- Work item: Set down the records exactly, and omit any image found in them.

- Given data:
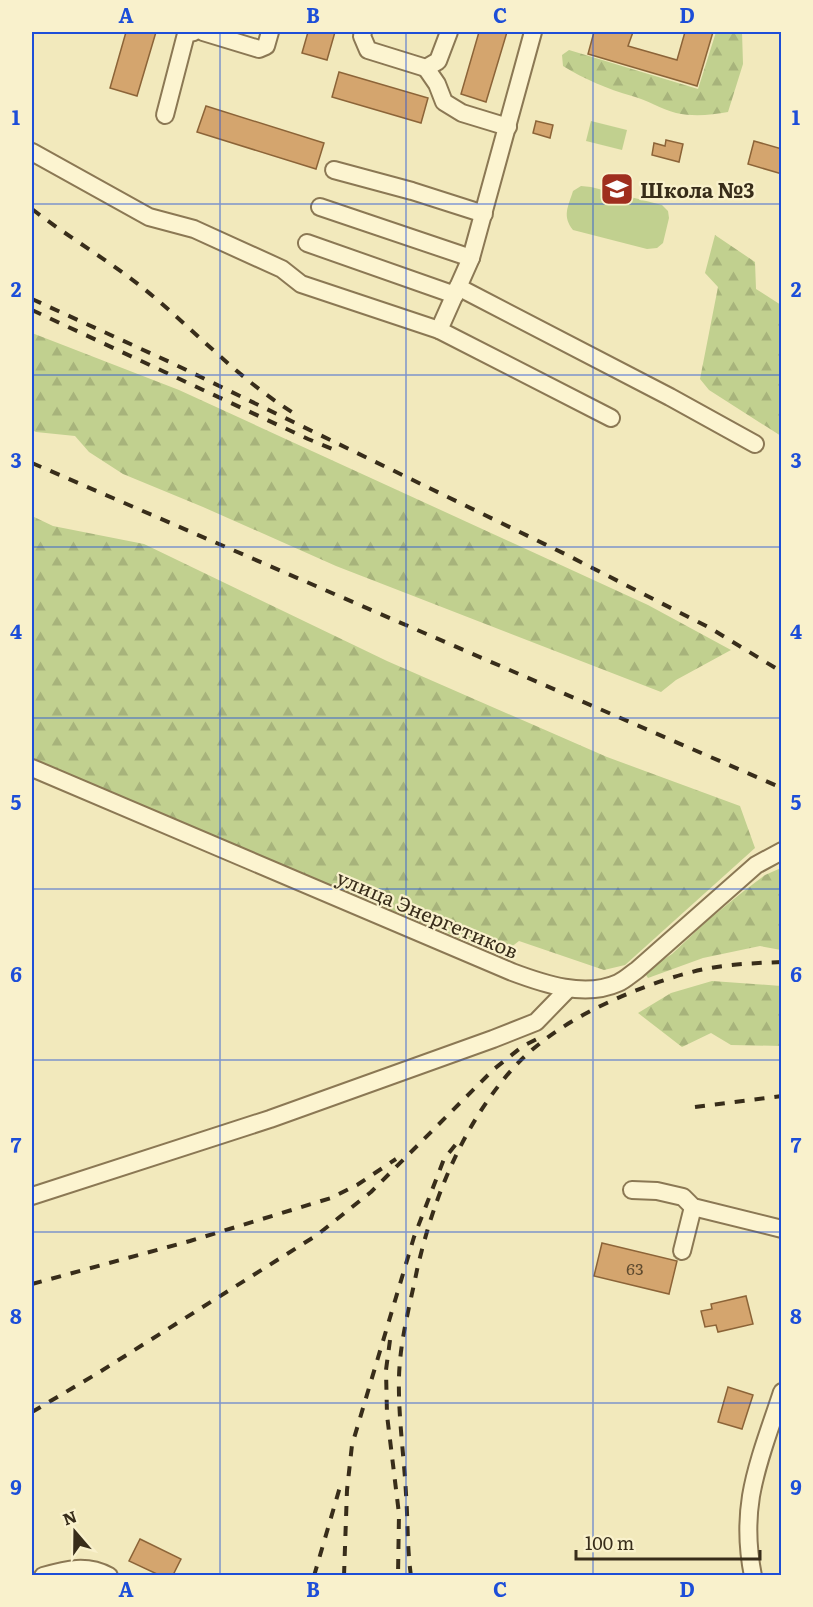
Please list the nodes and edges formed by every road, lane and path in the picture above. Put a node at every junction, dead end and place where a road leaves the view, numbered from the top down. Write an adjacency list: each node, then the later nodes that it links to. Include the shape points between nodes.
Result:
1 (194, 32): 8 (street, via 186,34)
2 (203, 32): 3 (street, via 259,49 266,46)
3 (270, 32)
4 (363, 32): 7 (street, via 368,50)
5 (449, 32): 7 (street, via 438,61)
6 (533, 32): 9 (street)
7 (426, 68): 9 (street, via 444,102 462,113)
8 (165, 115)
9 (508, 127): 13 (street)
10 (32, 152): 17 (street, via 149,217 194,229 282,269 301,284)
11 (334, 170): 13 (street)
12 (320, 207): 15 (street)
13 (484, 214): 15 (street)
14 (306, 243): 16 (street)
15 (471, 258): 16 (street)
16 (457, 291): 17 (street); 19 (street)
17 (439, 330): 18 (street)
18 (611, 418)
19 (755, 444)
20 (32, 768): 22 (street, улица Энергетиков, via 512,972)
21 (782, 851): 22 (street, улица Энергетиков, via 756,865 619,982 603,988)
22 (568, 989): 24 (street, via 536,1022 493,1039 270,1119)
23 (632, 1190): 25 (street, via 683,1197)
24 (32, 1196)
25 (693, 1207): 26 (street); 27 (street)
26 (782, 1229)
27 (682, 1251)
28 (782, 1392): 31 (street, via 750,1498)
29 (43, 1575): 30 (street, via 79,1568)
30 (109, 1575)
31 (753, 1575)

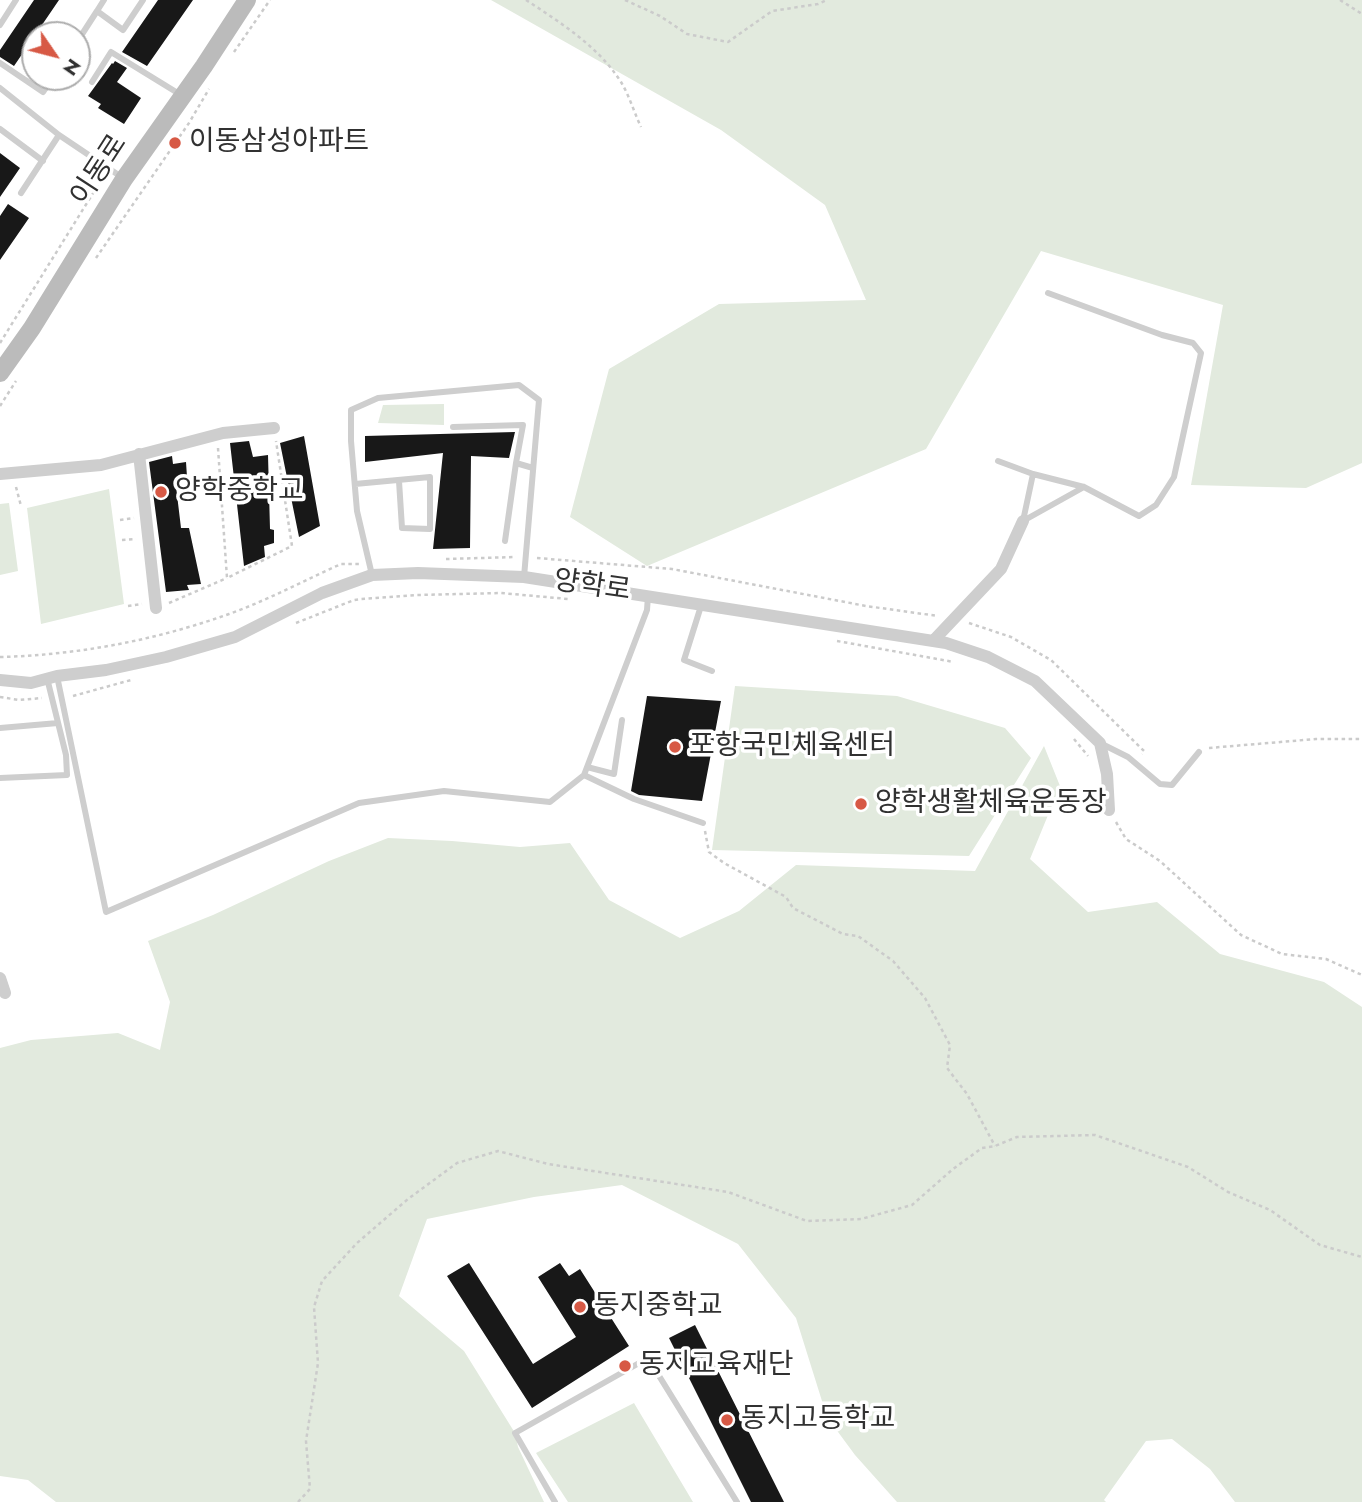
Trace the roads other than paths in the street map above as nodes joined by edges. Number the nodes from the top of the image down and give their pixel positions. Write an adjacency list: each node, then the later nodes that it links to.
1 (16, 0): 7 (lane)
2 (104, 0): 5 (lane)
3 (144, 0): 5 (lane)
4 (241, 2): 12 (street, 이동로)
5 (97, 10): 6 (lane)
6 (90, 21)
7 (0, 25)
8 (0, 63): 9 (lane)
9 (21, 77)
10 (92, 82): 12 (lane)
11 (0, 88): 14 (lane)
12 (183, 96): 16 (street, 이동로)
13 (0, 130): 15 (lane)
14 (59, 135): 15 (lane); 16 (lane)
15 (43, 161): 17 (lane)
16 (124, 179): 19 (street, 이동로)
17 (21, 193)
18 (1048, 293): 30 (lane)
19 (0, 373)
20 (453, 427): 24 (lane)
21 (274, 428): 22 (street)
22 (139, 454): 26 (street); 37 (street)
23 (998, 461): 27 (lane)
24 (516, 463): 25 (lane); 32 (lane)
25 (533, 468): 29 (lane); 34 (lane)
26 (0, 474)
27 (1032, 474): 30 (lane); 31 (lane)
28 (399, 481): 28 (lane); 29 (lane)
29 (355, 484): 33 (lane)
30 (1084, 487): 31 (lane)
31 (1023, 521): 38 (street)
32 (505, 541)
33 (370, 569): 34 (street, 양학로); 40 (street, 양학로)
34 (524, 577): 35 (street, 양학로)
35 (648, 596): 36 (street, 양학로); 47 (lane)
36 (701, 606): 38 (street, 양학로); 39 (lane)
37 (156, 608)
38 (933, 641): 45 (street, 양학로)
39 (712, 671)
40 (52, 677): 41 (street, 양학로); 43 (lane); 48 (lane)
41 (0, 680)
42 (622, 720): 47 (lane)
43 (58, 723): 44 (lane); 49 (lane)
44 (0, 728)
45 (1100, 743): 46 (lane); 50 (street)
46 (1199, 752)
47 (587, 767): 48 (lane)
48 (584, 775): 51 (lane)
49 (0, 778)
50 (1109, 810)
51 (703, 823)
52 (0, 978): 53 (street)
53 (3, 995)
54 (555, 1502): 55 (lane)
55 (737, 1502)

- Your solution:
Please list the nodes and edges formed by every road, lane and path in the picture above. Put a node at every junction, dead end and place where a road leaves the view, numbered from the top down. Write an adjacency list: each node, then the later nodes that it links to. Include the shape points between nodes.
Result:
1 (194, 32): 8 (street, via 186,34)
2 (203, 32): 3 (street, via 259,49 266,46)
3 (270, 32)
4 (363, 32): 7 (street, via 368,50)
5 (449, 32): 7 (street, via 438,61)
6 (533, 32): 9 (street)
7 (426, 68): 9 (street, via 444,102 462,113)
8 (165, 115)
9 (508, 127): 13 (street)
10 (32, 152): 17 (street, via 149,217 194,229 282,269 301,284)
11 (334, 170): 13 (street)
12 (320, 207): 15 (street)
13 (484, 214): 15 (street)
14 (306, 243): 16 (street)
15 (471, 258): 16 (street)
16 (457, 291): 17 (street); 19 (street)
17 (439, 330): 18 (street)
18 (611, 418)
19 (755, 444)
20 (32, 768): 22 (street, улица Энергетиков, via 512,972)
21 (782, 851): 22 (street, улица Энергетиков, via 756,865 619,982 603,988)
22 (568, 989): 24 (street, via 536,1022 493,1039 270,1119)
23 (632, 1190): 25 (street, via 683,1197)
24 (32, 1196)
25 (693, 1207): 26 (street); 27 (street)
26 (782, 1229)
27 (682, 1251)
28 (782, 1392): 31 (street, via 750,1498)
29 (43, 1575): 30 (street, via 79,1568)
30 (109, 1575)
31 (753, 1575)

Trace the roads other than paths in the street map above as nodes joined by edges. Number the nodes from the top of the image down and give their pixel positions. Write an adjacency list: each node, then the later nodes that it links to.
1 (16, 0): 7 (lane)
2 (104, 0): 5 (lane)
3 (144, 0): 5 (lane)
4 (241, 2): 12 (street, 이동로)
5 (97, 10): 6 (lane)
6 (90, 21)
7 (0, 25)
8 (0, 63): 9 (lane)
9 (21, 77)
10 (92, 82): 12 (lane)
11 (0, 88): 14 (lane)
12 (183, 96): 16 (street, 이동로)
13 (0, 130): 15 (lane)
14 (59, 135): 15 (lane); 16 (lane)
15 (43, 161): 17 (lane)
16 (124, 179): 19 (street, 이동로)
17 (21, 193)
18 (1048, 293): 30 (lane)
19 (0, 373)
20 (453, 427): 24 (lane)
21 (274, 428): 22 (street)
22 (139, 454): 26 (street); 37 (street)
23 (998, 461): 27 (lane)
24 (516, 463): 25 (lane); 32 (lane)
25 (533, 468): 29 (lane); 34 (lane)
26 (0, 474)
27 (1032, 474): 30 (lane); 31 (lane)
28 (399, 481): 28 (lane); 29 (lane)
29 (355, 484): 33 (lane)
30 (1084, 487): 31 (lane)
31 (1023, 521): 38 (street)
32 (505, 541)
33 (370, 569): 34 (street, 양학로); 40 (street, 양학로)
34 (524, 577): 35 (street, 양학로)
35 (648, 596): 36 (street, 양학로); 47 (lane)
36 (701, 606): 38 (street, 양학로); 39 (lane)
37 (156, 608)
38 (933, 641): 45 (street, 양학로)
39 (712, 671)
40 (52, 677): 41 (street, 양학로); 43 (lane); 48 (lane)
41 (0, 680)
42 (622, 720): 47 (lane)
43 (58, 723): 44 (lane); 49 (lane)
44 (0, 728)
45 (1100, 743): 46 (lane); 50 (street)
46 (1199, 752)
47 (587, 767): 48 (lane)
48 (584, 775): 51 (lane)
49 (0, 778)
50 (1109, 810)
51 (703, 823)
52 (0, 978): 53 (street)
53 (3, 995)
54 (555, 1502): 55 (lane)
55 (737, 1502)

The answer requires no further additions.